═════ Records provided ═════
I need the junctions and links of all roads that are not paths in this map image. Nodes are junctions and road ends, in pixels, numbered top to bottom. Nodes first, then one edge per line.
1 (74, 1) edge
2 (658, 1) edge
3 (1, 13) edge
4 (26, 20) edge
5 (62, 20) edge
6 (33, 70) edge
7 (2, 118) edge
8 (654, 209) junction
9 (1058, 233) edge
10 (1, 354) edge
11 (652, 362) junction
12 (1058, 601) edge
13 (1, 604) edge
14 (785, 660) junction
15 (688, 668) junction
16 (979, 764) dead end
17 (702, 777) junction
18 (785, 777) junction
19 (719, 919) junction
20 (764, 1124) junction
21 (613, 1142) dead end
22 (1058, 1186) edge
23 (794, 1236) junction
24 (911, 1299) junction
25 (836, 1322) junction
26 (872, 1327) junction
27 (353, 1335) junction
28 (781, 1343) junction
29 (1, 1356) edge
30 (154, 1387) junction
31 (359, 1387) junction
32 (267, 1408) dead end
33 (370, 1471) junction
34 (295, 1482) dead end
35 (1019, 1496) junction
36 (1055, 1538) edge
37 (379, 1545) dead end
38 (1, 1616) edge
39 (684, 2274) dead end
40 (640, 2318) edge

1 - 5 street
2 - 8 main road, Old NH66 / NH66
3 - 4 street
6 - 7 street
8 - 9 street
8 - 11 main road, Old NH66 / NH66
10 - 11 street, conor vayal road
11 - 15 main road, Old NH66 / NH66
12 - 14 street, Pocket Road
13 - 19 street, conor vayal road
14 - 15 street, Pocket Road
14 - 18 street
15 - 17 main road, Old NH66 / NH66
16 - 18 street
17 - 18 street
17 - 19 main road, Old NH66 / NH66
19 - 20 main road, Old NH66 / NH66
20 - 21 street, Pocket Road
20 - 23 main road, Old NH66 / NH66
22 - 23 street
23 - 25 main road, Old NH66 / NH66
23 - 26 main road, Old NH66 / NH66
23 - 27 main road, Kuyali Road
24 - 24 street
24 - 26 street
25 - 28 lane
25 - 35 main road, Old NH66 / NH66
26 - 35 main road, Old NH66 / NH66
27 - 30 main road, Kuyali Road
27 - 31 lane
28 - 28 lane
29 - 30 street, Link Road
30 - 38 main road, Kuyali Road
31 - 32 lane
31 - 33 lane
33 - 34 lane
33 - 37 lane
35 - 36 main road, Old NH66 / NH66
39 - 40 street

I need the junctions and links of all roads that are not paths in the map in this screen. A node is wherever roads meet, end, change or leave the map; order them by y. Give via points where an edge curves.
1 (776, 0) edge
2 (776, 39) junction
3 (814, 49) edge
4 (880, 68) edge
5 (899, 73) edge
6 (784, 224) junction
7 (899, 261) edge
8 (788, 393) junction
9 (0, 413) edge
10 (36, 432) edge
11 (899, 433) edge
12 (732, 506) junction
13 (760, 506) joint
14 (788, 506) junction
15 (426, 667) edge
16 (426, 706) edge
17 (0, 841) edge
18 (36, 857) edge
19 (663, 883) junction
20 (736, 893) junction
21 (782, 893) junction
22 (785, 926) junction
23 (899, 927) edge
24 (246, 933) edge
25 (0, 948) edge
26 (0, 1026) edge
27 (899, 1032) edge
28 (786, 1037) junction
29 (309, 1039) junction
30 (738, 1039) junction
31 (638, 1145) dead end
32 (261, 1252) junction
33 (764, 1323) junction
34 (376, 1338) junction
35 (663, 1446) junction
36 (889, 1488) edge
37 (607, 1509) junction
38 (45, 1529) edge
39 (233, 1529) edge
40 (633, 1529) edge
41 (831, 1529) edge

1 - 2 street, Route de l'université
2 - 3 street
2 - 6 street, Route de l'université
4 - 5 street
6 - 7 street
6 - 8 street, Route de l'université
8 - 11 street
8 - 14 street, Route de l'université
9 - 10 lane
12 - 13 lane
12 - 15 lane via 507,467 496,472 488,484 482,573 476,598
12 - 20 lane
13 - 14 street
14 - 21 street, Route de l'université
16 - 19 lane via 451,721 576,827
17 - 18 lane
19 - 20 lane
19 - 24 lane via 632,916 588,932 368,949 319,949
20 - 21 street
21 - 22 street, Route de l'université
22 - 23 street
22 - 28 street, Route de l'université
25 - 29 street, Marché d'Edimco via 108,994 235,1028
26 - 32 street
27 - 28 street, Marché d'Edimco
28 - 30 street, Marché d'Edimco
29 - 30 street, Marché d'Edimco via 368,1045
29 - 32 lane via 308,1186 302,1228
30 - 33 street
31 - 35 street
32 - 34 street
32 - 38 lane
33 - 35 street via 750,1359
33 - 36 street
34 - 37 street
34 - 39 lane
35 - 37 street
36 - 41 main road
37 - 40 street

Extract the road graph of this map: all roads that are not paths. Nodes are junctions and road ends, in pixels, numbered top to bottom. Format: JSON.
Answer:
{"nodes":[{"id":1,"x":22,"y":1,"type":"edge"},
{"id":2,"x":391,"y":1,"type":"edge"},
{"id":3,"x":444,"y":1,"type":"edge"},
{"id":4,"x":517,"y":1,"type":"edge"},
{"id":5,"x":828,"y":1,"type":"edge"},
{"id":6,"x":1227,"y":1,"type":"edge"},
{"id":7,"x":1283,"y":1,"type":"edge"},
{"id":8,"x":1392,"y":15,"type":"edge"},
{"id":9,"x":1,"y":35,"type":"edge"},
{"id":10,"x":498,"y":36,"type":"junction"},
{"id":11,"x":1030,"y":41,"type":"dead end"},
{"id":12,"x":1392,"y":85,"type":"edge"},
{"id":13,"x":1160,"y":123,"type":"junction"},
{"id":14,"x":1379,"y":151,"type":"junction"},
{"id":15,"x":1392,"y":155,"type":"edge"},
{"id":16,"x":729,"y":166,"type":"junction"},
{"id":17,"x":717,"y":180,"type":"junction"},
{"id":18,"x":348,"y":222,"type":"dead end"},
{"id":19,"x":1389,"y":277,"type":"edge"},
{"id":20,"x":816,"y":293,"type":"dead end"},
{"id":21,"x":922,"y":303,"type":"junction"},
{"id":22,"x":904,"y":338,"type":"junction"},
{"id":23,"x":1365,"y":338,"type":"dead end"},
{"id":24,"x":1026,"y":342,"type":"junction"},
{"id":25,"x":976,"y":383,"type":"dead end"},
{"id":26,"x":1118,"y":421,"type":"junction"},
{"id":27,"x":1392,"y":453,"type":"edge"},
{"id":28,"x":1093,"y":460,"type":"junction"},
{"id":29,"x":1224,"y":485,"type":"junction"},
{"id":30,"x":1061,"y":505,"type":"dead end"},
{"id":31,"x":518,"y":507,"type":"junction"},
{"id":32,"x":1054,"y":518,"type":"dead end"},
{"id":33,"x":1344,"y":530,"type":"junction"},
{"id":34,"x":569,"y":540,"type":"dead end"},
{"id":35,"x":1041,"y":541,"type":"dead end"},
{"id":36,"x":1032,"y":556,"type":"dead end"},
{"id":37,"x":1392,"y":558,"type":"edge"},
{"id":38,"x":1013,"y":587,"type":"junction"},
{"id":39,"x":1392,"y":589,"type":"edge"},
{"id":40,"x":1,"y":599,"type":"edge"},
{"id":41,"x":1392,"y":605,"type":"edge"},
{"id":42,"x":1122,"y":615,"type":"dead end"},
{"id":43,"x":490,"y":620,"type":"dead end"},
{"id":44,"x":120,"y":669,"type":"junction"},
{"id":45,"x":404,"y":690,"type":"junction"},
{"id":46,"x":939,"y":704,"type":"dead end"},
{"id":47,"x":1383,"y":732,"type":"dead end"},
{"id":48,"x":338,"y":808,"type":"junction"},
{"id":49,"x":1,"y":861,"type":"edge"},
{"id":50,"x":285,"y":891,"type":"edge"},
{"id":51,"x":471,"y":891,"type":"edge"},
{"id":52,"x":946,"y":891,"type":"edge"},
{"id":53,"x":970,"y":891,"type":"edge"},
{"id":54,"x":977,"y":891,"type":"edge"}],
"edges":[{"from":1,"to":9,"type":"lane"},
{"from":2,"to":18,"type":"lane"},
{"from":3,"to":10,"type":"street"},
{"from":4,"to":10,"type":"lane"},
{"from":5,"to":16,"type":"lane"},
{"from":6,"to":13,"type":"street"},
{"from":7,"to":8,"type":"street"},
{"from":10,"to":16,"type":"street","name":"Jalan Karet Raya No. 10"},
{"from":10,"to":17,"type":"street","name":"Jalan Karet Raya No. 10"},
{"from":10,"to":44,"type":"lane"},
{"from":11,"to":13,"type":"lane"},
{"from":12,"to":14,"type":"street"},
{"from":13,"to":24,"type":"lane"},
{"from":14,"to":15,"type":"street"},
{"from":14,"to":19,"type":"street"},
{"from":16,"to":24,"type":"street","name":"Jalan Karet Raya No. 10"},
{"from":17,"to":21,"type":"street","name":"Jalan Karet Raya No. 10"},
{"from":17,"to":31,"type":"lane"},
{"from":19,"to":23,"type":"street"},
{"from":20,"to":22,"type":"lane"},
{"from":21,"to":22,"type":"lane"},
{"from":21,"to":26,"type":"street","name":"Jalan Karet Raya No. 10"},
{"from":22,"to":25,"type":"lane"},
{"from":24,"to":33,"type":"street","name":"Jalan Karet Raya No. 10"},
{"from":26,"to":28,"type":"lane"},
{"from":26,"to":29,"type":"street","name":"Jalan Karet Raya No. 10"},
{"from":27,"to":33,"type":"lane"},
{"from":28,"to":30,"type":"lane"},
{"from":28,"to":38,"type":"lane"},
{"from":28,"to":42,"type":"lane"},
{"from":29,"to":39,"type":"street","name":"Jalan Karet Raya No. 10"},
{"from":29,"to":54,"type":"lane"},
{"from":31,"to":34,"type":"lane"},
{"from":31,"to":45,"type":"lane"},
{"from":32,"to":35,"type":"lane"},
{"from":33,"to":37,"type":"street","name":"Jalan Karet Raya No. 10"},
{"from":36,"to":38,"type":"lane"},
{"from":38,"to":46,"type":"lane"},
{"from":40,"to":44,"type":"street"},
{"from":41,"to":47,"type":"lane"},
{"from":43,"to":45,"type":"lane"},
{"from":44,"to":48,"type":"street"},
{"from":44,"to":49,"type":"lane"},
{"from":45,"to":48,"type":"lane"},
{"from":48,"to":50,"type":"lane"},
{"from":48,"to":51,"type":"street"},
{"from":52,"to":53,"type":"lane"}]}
═════
* Assigned task *
Please return a copy of each line in the entries that has the string "conor".

* Task answer *
10 - 11 street, conor vayal road
13 - 19 street, conor vayal road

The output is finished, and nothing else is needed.